The surface to be developed is first surrounded by dikes. The water trapped between the dikes is then pumped. This was in the past operated by windmills equipped with a worm screw to raise the water to the sea, river or a channel. When this channel is also lower than the sea the water of the channel is also pumped into the sea with a windmill equipped with a worm screw. At the 19th century, these windmills were replaced by steam machines and by electrical and diesel motors in the 20th century.
The pumping of the water is not sufficient. To make the ground more dry, some plants, like reeds, are planted to dry up the ground.
To avoid the flooding of the polders by rain, a network of channels is built in the polders to drain all this water.
After the polder is built, the pump continues to work daily.
Where are polders found?
Polders are associate with Belgium and more notably with the Nederlands because a a substantial part of their area has been reclaimed from the sea over the centuries. But they are also found in Bangladesh, Canada, China, Denmark, Finland, France, Germany, Guyana, India, Ireland, Italy, Lithuania, Poland, Slovenia, South Korea, Spain, United Kingdom and United States.
Polders in Bangladesh
Bangladesh has 123 polders that are distributed along the sea (49 polders) and along the numerous distributaries of the Ganges – Brahmaputra – Meghna Rivers delta. These polders are recently built (in the 1960s) to protect the coast from tidal flooding and to reduce the salinity incursion for the agriculture.
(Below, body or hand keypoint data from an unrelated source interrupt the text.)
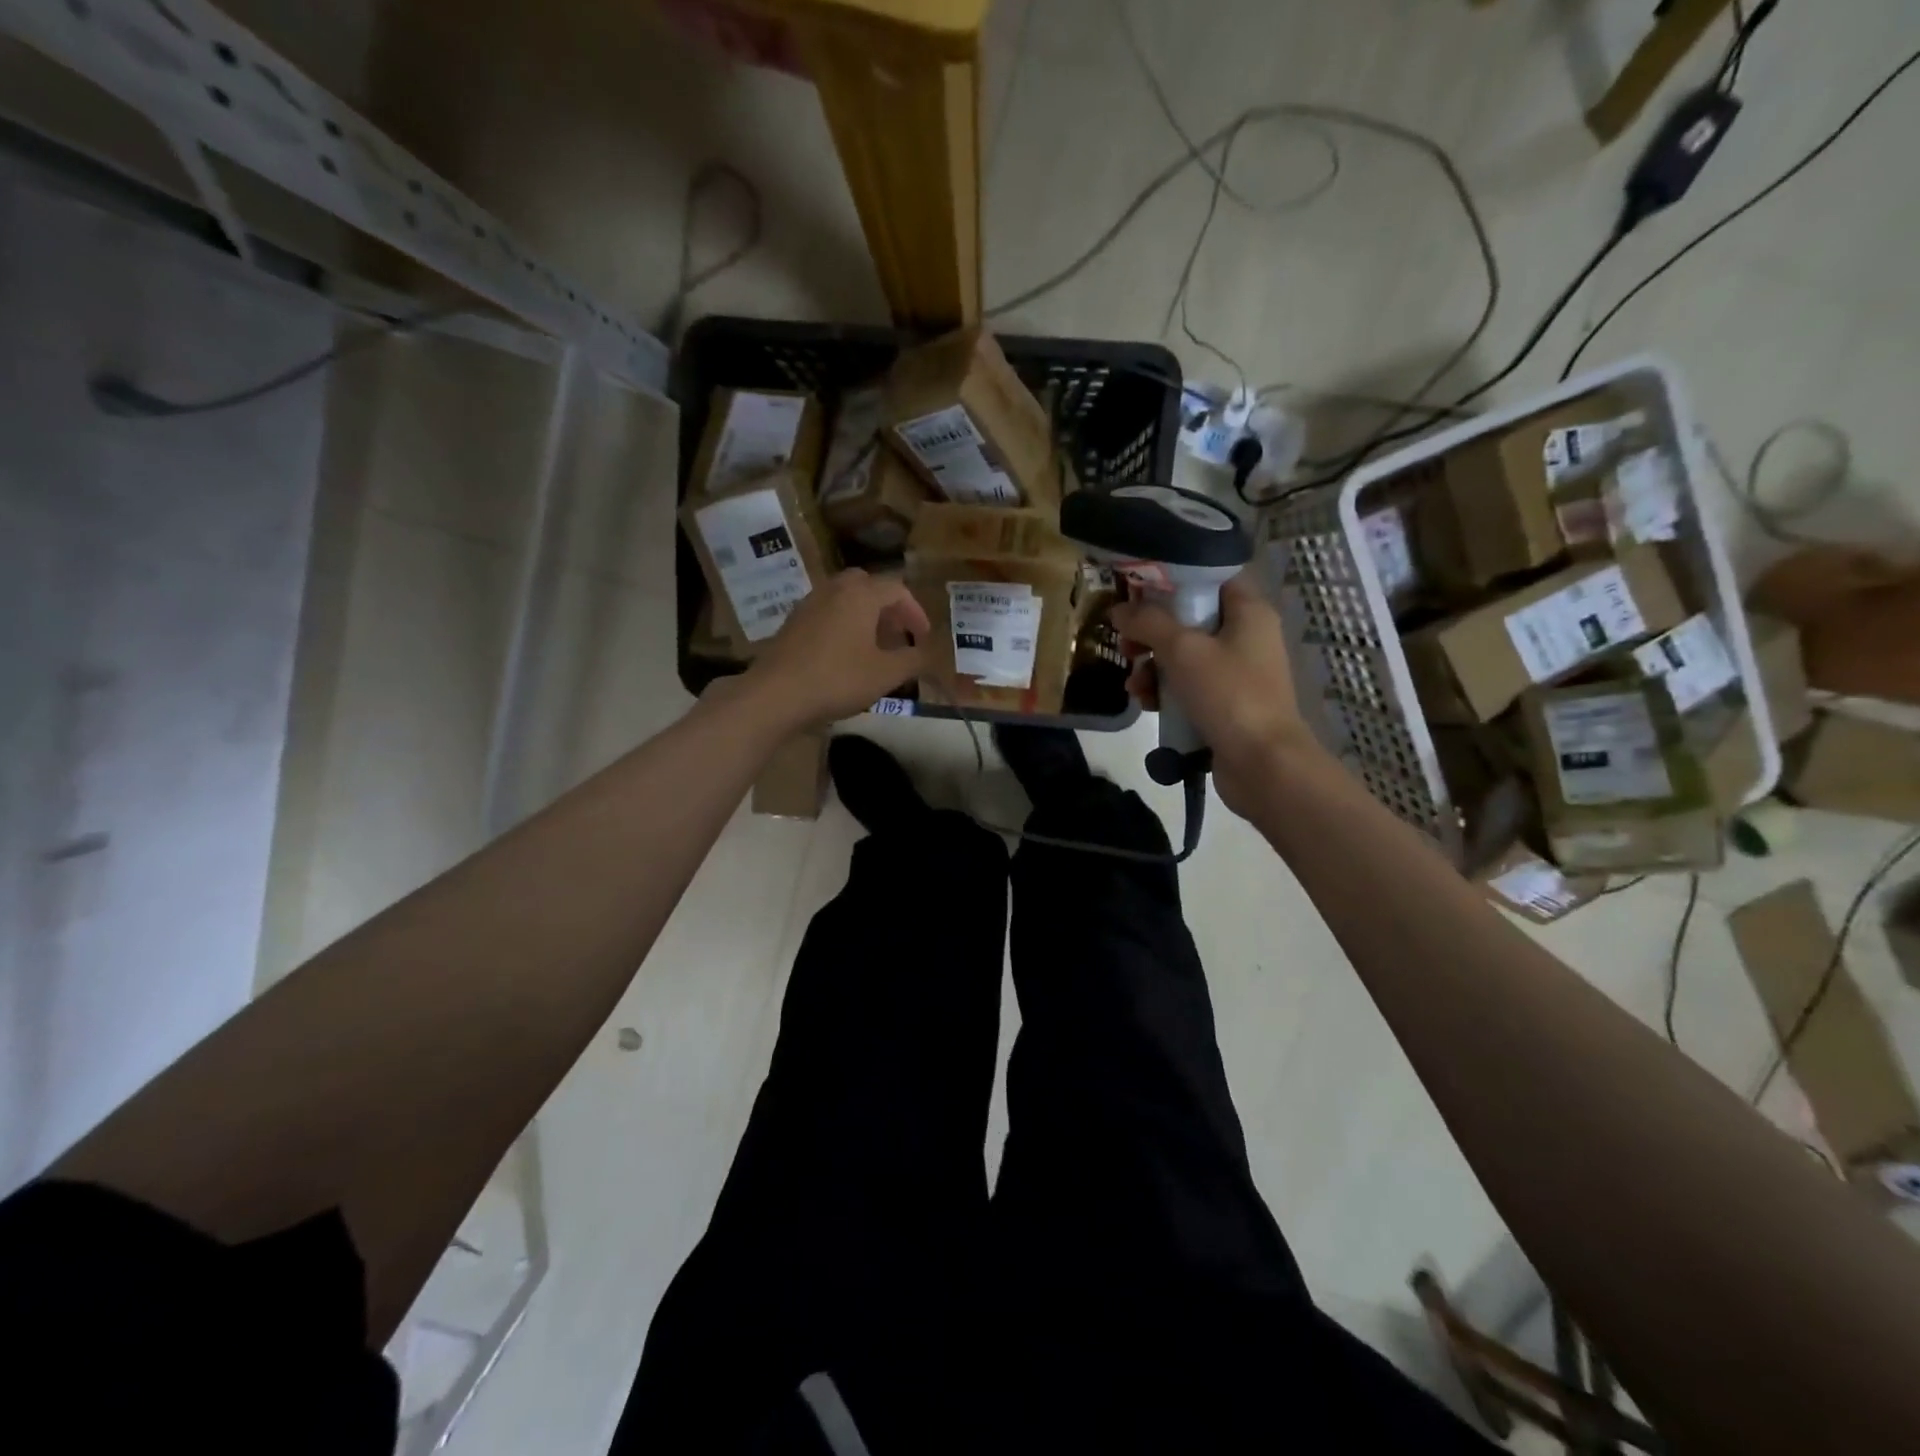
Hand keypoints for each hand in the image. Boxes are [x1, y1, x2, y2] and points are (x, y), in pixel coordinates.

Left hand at [744, 569, 928, 730]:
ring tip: (874, 645)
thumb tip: (926, 653)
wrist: (775, 694)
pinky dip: (843, 623)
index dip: (915, 612)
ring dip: (864, 614)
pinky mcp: (792, 623)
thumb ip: (912, 659)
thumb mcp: (886, 674)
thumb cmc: (838, 679)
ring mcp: (808, 604)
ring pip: (844, 597)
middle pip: (867, 585)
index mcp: (860, 595)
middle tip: (898, 633)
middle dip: (887, 606)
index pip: (897, 589)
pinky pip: (826, 612)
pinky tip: (844, 653)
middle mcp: (834, 589)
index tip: (923, 637)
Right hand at [1109, 573, 1317, 815]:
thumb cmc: (1228, 694)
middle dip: (1151, 634)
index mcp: (1248, 612)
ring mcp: (1236, 673)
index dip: (1171, 581)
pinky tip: (1147, 703)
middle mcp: (1246, 637)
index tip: (1135, 592)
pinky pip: (1188, 686)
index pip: (1209, 578)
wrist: (1263, 763)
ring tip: (1134, 685)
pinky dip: (1165, 691)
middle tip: (1126, 646)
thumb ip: (1147, 623)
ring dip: (1152, 667)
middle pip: (1189, 620)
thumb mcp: (1183, 650)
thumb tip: (1119, 610)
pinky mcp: (1225, 704)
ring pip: (1183, 657)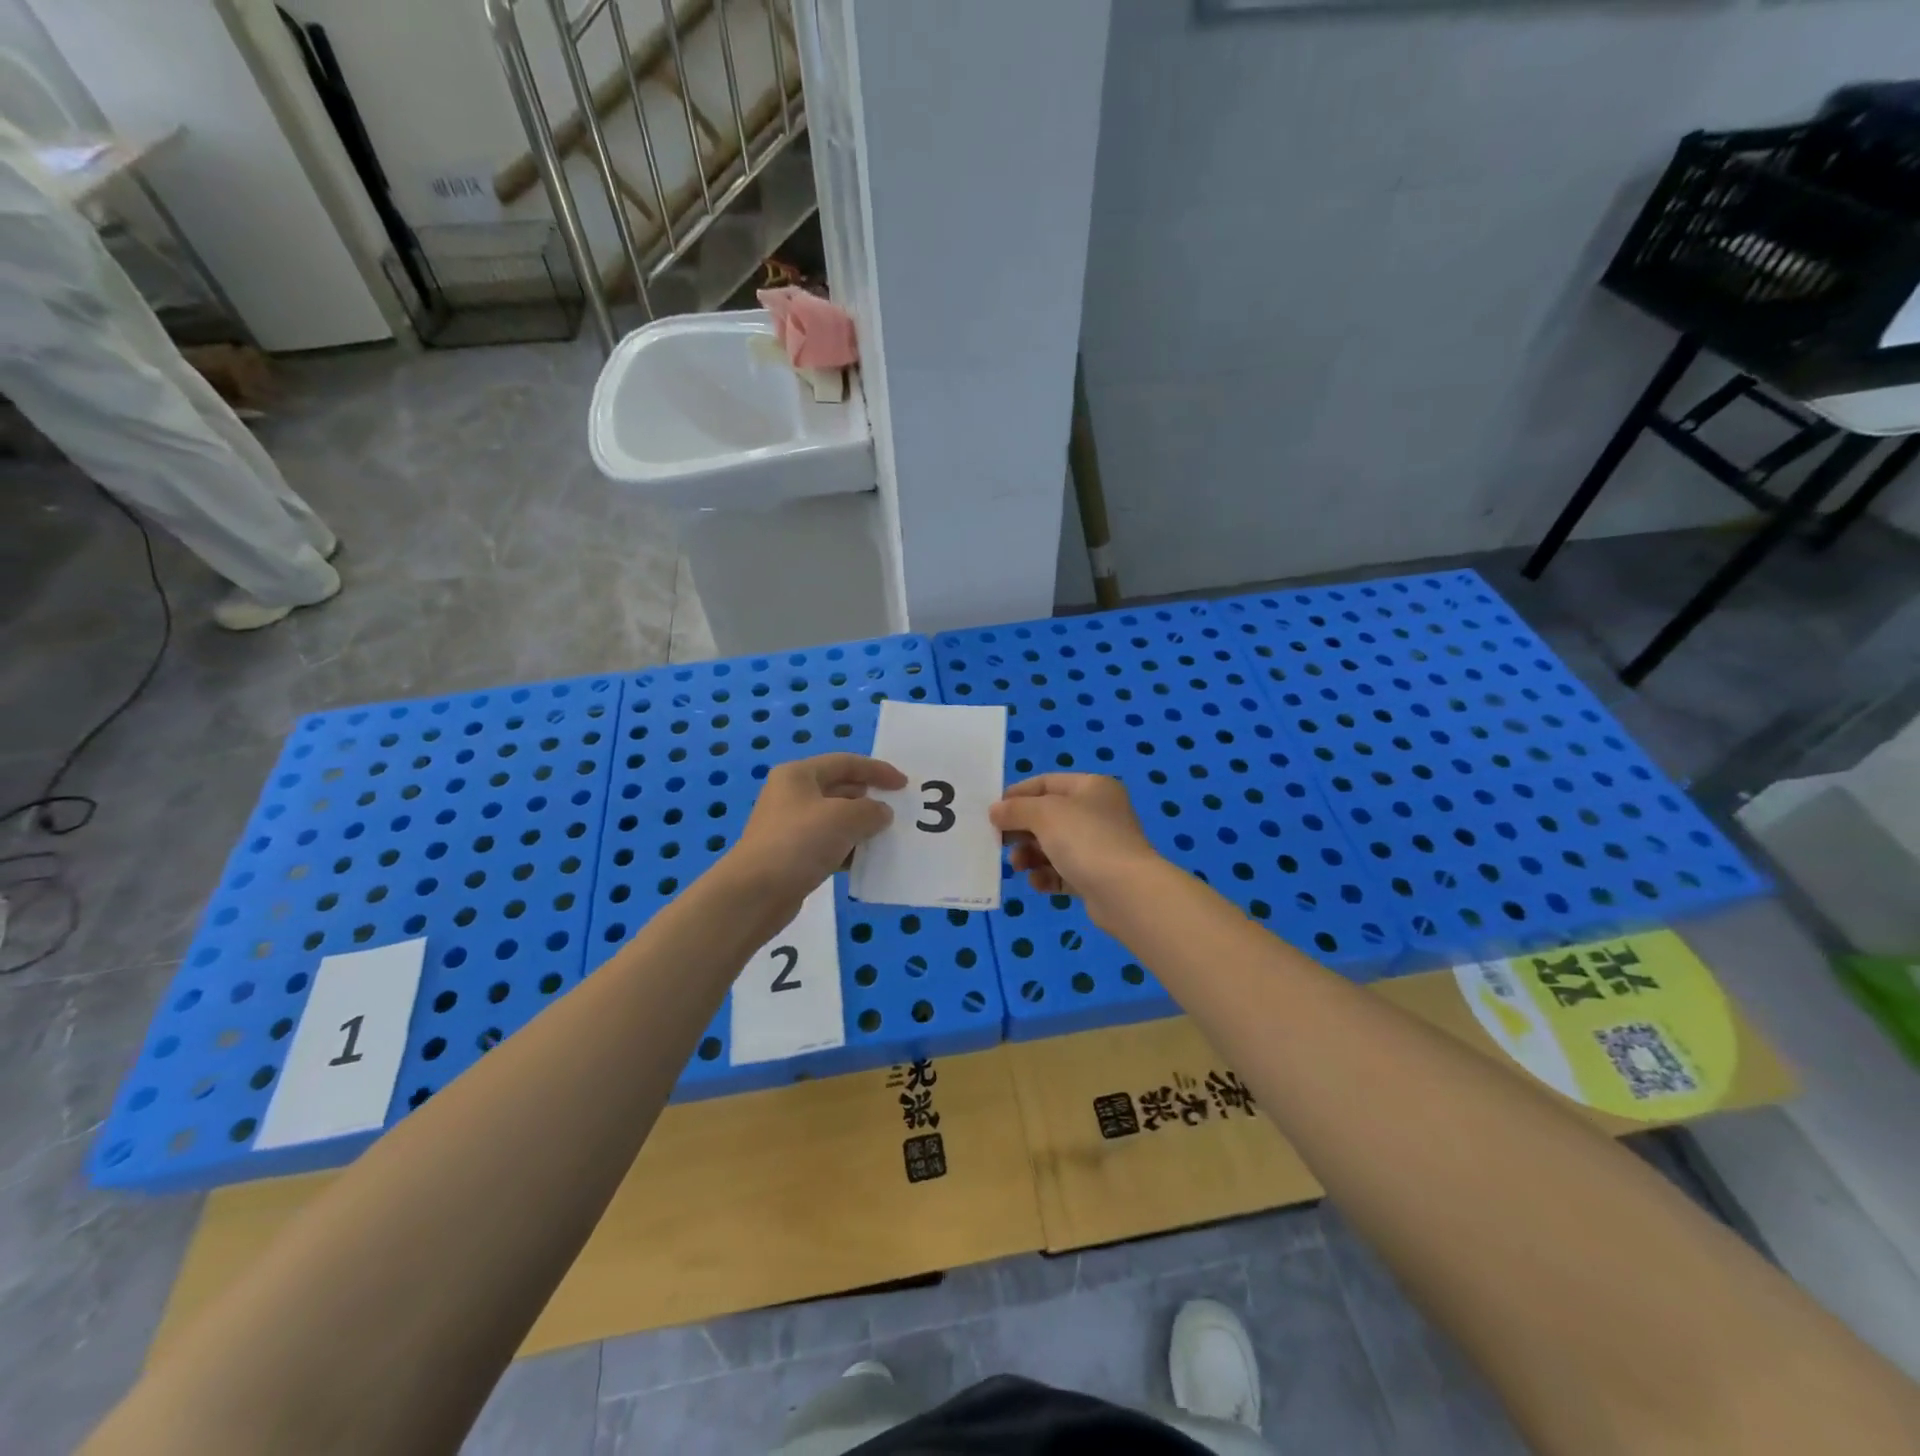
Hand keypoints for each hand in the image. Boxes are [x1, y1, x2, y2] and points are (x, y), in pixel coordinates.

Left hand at [727, 754, 906, 914]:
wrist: (755, 893)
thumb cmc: (800, 842)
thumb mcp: (845, 818)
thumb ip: (871, 810)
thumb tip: (881, 813)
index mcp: (799, 775)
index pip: (846, 763)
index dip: (877, 770)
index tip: (904, 785)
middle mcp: (792, 795)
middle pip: (840, 789)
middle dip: (870, 799)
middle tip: (898, 811)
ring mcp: (790, 827)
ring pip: (835, 819)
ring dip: (861, 826)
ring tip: (887, 837)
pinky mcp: (792, 855)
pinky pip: (828, 844)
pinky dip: (848, 849)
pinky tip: (866, 860)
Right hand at [988, 774, 1162, 922]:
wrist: (1126, 892)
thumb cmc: (1085, 839)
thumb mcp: (1044, 814)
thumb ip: (1016, 809)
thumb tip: (995, 811)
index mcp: (1092, 787)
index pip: (1047, 782)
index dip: (1018, 794)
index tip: (993, 811)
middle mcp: (1098, 813)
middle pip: (1049, 816)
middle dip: (1022, 829)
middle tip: (999, 841)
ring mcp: (1099, 846)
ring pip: (1054, 846)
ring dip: (1030, 855)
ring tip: (1017, 866)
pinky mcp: (1097, 877)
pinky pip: (1063, 872)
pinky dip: (1047, 875)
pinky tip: (1037, 883)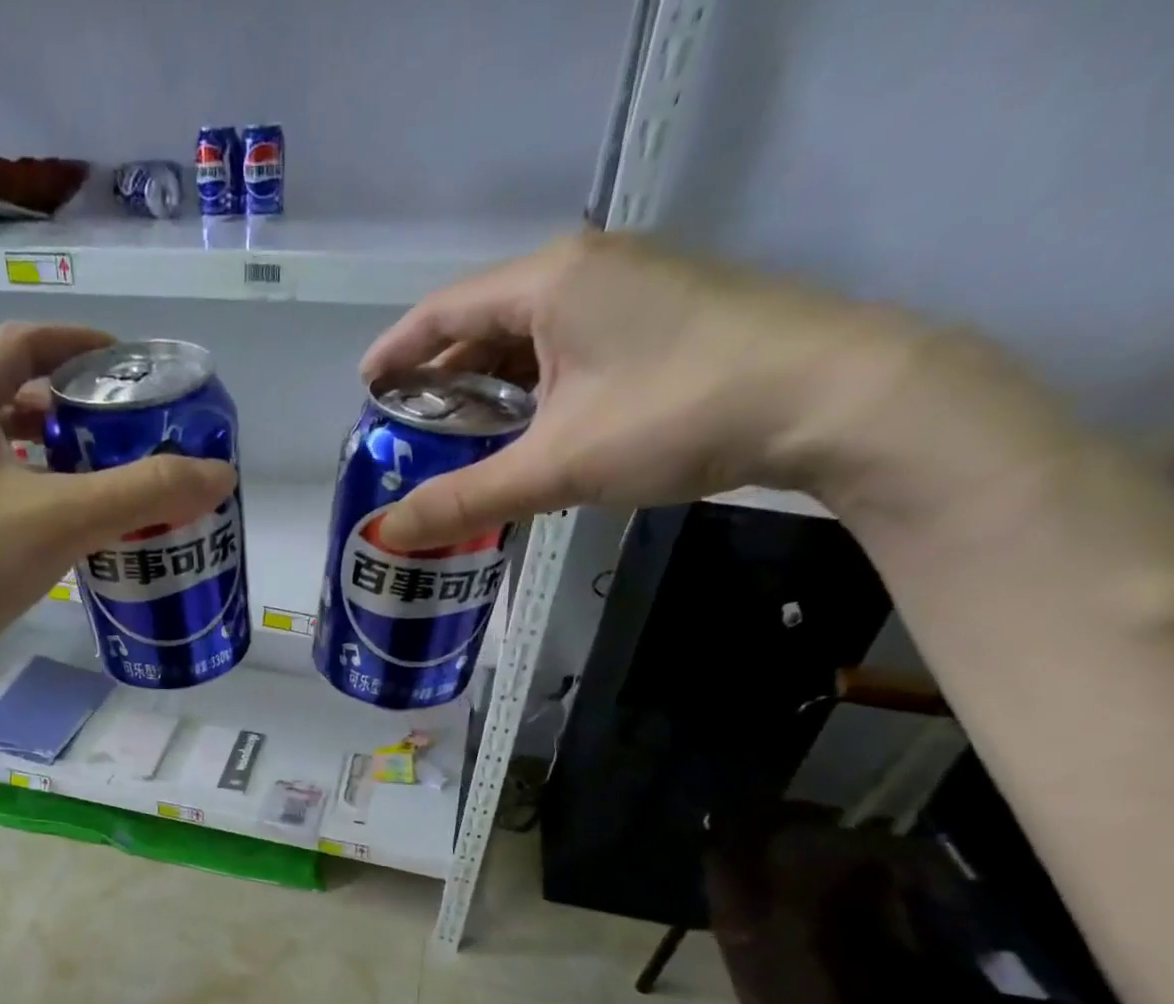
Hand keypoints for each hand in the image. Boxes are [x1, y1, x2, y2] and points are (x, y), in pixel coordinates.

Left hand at [0, 322, 234, 652]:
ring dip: (57, 463)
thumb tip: (220, 474)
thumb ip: (146, 491)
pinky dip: (39, 504)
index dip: (78, 343)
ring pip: (6, 456)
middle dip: (74, 411)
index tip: (127, 362)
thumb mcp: (65, 515)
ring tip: (112, 484)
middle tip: (130, 433)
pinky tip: (73, 536)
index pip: (22, 343)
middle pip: (14, 399)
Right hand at [359, 231, 1007, 549]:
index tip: (364, 388)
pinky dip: (536, 384)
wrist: (838, 396)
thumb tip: (385, 534)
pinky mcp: (665, 315)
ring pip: (532, 334)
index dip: (396, 351)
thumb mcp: (556, 465)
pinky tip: (531, 425)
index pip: (443, 310)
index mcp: (549, 283)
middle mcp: (586, 269)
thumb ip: (465, 499)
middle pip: (485, 319)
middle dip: (441, 373)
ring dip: (490, 382)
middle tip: (409, 425)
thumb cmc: (678, 414)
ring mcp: (632, 287)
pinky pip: (572, 344)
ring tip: (460, 433)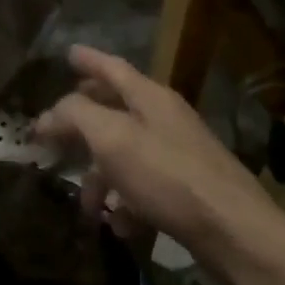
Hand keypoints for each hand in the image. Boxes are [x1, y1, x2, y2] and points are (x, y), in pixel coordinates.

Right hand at [35, 46, 275, 269]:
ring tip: (86, 205)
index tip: (67, 52)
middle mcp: (165, 119)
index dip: (88, 59)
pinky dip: (126, 203)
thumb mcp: (112, 139)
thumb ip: (76, 116)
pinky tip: (118, 225)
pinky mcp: (187, 189)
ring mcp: (179, 154)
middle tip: (58, 129)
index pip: (112, 67)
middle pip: (116, 109)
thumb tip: (50, 113)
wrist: (234, 231)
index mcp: (150, 97)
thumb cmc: (168, 176)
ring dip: (100, 177)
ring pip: (126, 155)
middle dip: (84, 122)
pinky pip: (144, 188)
Polders in the Netherlands
The Netherlands is frequently associated with polders because of their use across the centuries and their knowledge they have developed in this domain.
The Netherlands has started their conquest on land since the 13th century. 3 big periods of works can be distinguished. Between the 13th century and the 18th century, they have worked in the south and north of the country. Between the 18th century and all the 19th century the works where concentrated on the west of the country. And finally in the 21st century, they decided to build a full new province in the Zuiderzee, the Flevoland.
Why are polders important to the Netherlands?
The area of the Netherlands is 41 526 km², with 7 150 km² of polders, which represent 17% of the territories. In the beginning with the windmills, the soils were not dry enough for the agriculture and the polders where only use for breeding. After 1850 and the use of new technologies they managed to have the groundwater always at more than 1 m below the ground level of the polder which have allowed agriculture and the building of houses. Nowadays 60 % of the population the Netherlands lives on polders.
Polders and dikes in the Netherlands
With this conquest over the sea a total of around 25% of the Netherlands are below the water level with a maximum of -6.76 m below the sea level, which is maximum for Europe. To protect these lands there are sand dunes all along the coastline. But these are not sufficient and dikes had to be built. Without these dikes, in times of high tide water would invade the land.
Another danger comes also from the rivers that have difficulties to flow down to the seashore because of the flatness of the Netherlands. If there where no dikes around these rivers, the water of the rivers will also invade the land.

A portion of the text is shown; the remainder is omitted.